Stored data entries
────────────────────────────────────────
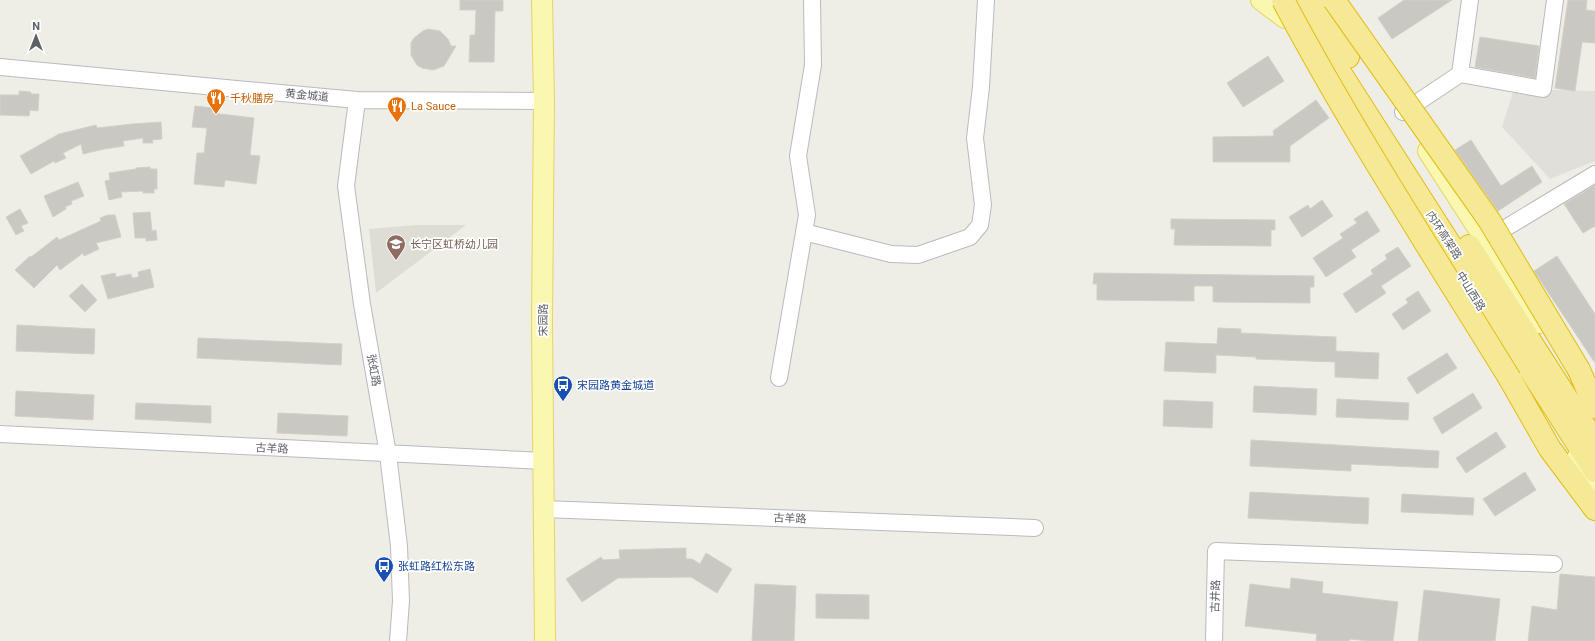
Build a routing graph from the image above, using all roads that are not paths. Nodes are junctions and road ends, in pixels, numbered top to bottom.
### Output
1 (542, 0) edge
2 (812, 0) edge
3 (986, 0) edge
4 (1261, 0) edge
5 (1273, 0) edge
6 (1311, 0) edge
7 (1326, 0) edge
8 (1334, 0) edge
9 (1470, 0) edge
10 (1555, 0) edge
11 (1286, 6) edge
12 (0, 67) edge
13 (1460, 74) junction
14 (357, 100) junction
15 (544, 101) junction
16 (1403, 112) junction
17 (1595, 174) edge
18 (804, 232) junction
19 (1486, 240) junction
20 (779, 378) dead end
21 (1595, 408) edge
22 (0, 434) edge
23 (1595, 442) edge
24 (388, 454) junction
25 (544, 461) junction
26 (1595, 471) edge
27 (1595, 488) edge
28 (544, 509) junction
29 (1595, 509) edge
30 (1035, 528) dead end
31 (1554, 564) dead end
32 (398, 641) edge
33 (545, 641) edge
34 (1214, 641) edge

1 - 15 main road, 宋园路
2 - 18 street
3 - 18 street
4 - 11 main road
5 - 11 main road, 中山西路
6 - 23 highway, 内环高架路
7 - 16 main road
8 - 21 highway, bridge
9 - 13 street
10 - 13 street
11 - 26 highway, 内环高架路
11 - 27 main road, 中山西路
11 - 29 highway, bridge
12 - 14 street, 黄金城道
13 - 16 street
14 - 15 street, 黄金城道
14 - 24 street, 张虹路
15 - 25 main road, 宋园路
16 - 19 main road
17 - 19 street
18 - 20 street
19 - 21 main road
22 - 24 street, 古羊路
24 - 25 street, 古羊路
24 - 32 street, 张虹路
25 - 28 main road, 宋园路
28 - 30 street, 古羊路
28 - 33 main road, 宋园路
31 - 34 street, 古井路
────────────────────────────────────────
Exercise: Using the string "road" as the search term, count the lines of the data above that hold it and report that number alone.

Reply to the task: 11